Big Data Analytics Tools Comparison
Data science is an emerging field which intersects data mining, machine learning, predictive analytics, statistics, and business intelligence. The data scientist has been coined the “sexiest job of the 21st century” (Davenport & Patil, 2012). The data science field is so new that the U.S. bureau of labor and statistics does not yet list it as a profession; yet, CNN’s Money lists the data scientist as #32 on their best jobs in America list with a median salary of $124,000 (Money, 2015). Fortune lists the data scientist as the hot tech gig of 2022 (Hempel, 2012).
The volume of data has exploded (Brown, Chui, & Manyika, 2011); however, a shortfall of skilled data scientists remain (Lake & Drake, 2014) which helps justify the high median salary.
Comparison Matrix
The comparison matrix shows the open source tools and their support for common data science techniques. Based on the matrix, WEKA offers the most support on an open source basis; however, each software tool has unique features and strengths. While R is a close second, R requires more in-depth technical skills to execute basic tasks. Tools like Rapid Miner, KNIME, Orange, and Tanagra provide more visual approaches; however, there is an associated cost. KNIME requires a complicated installation process. Along those lines, Tanagra was developed for teaching and research; therefore, its capabilities may be outside the reach of the lay-person. Rapid Miner has a simple installation; however, much functionality is removed from the open source version. Similar to Rapid Miner, Orange’s visual approach and widget functionality introduces a simplified approach to creating data science tasks. One advantage to Rapid Miner is the availability of commercial support.
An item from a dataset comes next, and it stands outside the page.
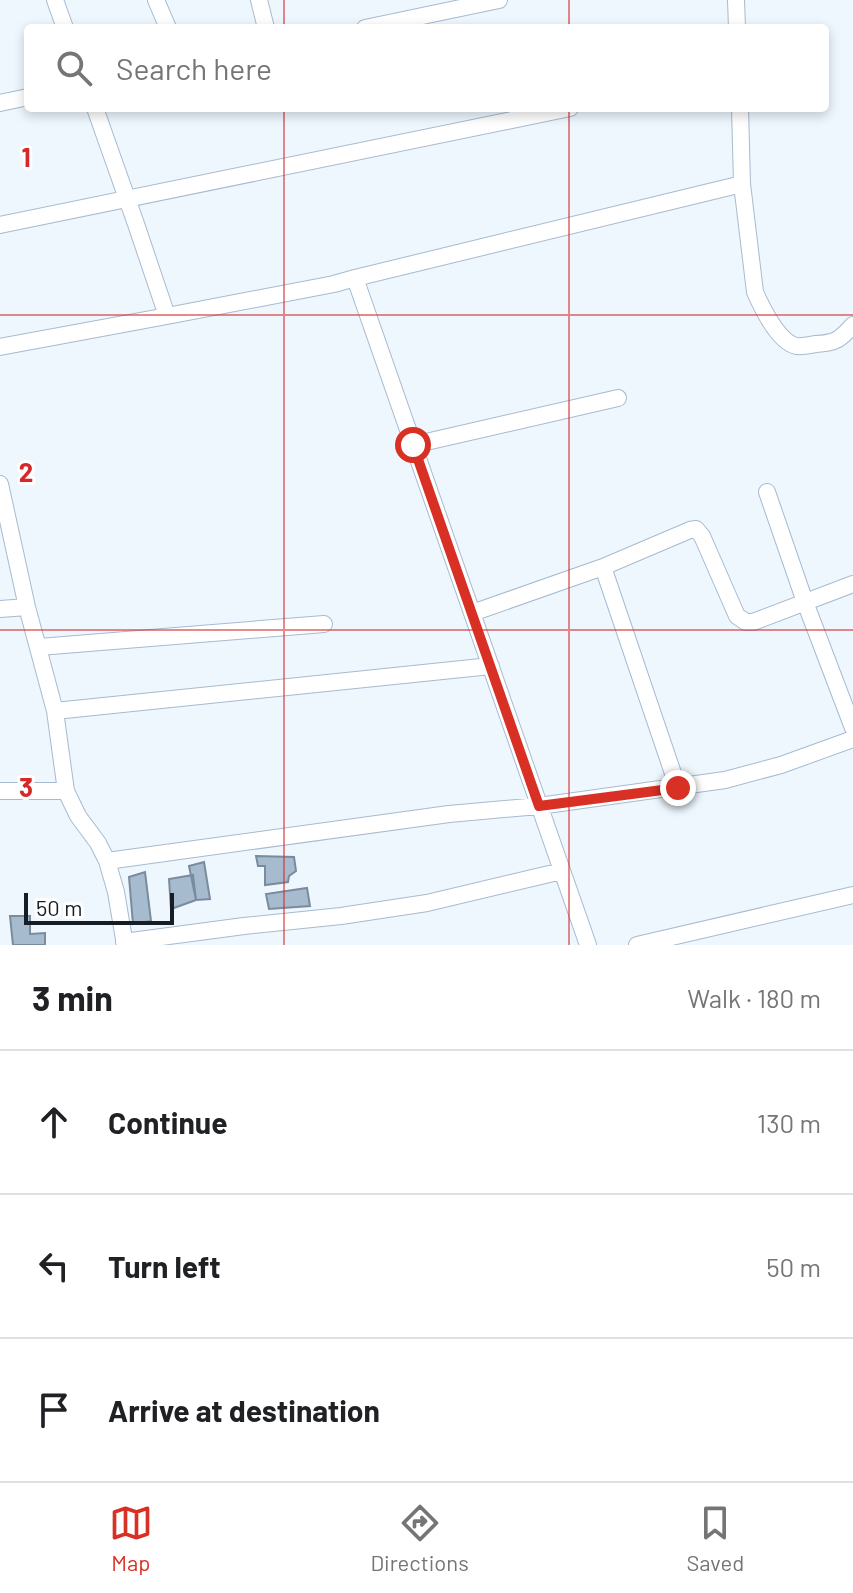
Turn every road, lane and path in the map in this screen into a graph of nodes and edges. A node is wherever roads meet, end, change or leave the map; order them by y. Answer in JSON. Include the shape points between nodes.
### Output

Data science is one of the most in demand professions available with projected growth and shortfalls in supply driving up salary for the position. Efforts in data science are challenging with high software costs that are prohibitive to small and medium size organizations whether in a business or a clinical environment. Data science provides a competitive advantage to business and can be employed to lower the costs of healthcare and has the potential to improve quality of life for patients. Training the next generation of data scientist in an academic setting is challenging due to shrinking academic budgets for software. In order to address these issues, this work provides an overview of the open source tools available to the data scientist.